Trotz Spionage-Sorgen: China errichtet "Mega-Botschaft" in London
Die britische Regierung hat den Weg für eine chinesische "Super-Botschaft" in London freigemacht. Der Minister für Kommunalverwaltung, Steve Reed, habe Pekings Pläne genehmigt, berichtete die Nachrichtenagentur PA. Der riesige Komplex wird demnach auf dem Gelände des historischen Royal-Mint-Gebäudes errichtet, das sich zentral in der Nähe vom Tower of London und neben dem Finanzviertel befindet.

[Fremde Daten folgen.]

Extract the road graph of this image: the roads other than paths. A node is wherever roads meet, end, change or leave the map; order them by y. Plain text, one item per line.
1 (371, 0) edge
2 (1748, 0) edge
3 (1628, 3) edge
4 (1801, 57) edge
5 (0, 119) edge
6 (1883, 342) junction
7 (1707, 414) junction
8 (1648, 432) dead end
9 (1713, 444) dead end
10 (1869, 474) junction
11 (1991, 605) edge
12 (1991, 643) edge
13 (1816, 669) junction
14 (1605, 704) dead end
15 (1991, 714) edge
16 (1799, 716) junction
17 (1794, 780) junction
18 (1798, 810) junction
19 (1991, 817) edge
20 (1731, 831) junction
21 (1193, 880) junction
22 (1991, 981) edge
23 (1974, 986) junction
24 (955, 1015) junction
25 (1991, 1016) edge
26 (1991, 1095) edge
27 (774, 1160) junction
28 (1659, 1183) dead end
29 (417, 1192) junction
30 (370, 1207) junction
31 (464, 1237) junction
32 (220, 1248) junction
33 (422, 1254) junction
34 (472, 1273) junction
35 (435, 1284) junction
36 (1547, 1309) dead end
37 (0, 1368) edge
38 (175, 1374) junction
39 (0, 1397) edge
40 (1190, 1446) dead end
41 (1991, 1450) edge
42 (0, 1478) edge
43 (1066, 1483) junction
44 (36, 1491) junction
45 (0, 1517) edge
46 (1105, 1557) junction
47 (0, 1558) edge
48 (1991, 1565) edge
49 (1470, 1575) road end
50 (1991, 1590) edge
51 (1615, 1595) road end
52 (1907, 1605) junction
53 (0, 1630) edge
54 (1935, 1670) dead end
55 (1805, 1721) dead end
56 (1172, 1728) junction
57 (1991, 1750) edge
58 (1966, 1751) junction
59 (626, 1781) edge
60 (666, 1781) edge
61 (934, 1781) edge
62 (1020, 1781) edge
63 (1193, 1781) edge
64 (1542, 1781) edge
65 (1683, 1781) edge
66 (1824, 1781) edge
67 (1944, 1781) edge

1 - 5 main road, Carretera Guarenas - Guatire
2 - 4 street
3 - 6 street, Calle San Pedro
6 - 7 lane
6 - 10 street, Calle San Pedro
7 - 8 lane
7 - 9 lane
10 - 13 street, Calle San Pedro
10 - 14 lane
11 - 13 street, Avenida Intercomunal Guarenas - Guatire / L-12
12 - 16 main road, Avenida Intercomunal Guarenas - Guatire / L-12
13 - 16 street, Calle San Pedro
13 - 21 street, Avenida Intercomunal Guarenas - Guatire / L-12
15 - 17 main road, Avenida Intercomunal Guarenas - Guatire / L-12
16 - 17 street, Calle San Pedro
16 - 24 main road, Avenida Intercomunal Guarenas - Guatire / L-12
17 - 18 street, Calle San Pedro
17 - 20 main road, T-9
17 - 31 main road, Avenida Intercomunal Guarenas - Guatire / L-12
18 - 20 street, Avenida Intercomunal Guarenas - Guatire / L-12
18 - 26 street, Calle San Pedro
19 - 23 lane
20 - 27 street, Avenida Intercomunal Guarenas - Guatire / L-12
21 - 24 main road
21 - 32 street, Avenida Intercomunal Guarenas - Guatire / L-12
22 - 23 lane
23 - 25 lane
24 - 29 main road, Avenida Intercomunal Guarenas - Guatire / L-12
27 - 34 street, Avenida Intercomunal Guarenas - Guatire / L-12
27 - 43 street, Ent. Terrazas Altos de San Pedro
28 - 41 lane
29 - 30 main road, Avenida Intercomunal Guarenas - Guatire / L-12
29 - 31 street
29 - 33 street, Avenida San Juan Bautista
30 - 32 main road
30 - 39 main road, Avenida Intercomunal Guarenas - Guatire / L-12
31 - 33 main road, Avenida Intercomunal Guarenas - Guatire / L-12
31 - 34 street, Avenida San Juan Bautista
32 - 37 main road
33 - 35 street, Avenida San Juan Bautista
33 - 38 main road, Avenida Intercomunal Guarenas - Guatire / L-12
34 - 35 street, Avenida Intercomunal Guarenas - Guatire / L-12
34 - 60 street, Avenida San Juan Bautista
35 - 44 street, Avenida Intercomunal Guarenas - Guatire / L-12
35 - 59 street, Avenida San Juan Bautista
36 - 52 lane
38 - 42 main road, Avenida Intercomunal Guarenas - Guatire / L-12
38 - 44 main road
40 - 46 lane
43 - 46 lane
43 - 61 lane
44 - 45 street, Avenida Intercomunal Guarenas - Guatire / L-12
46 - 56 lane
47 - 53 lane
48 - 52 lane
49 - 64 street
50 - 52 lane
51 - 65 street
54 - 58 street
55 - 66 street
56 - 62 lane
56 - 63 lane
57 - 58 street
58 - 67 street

Das Projekt gilt vor allem wegen Sicherheitsbedenken seit Jahren als höchst umstritten. Kritiker fürchten, dass die chinesische Regierung den riesigen Komplex als Basis für Spionage nutzen könnte. Selbst Abgeordnete aus den eigenen Reihe warnen, dass von der Botschaft aus auch die Einschüchterung von Kritikern der kommunistischen Regierung koordiniert werden könnte, die nach Großbritannien geflohen sind. Die britische Regierung beteuerte jedoch, Maßnahmen entwickelt zu haben, um "alle Risiken" bewältigen zu können.
Geheimdienste warnen
Der Chef des britischen Inlandsgeheimdienstes MI5, Ken McCallum, warnte indes vor einem falschen Sicherheitsgefühl. Die Erwartung, jegliches Risiko im Zusammenhang mit der neuen Botschaft vollständig ausschließen zu können, sei "nicht realistisch", schrieb McCallum in einem gemeinsamen Brief mit der Direktorin des Geheimdienstes GCHQ, Anne Keast-Butler.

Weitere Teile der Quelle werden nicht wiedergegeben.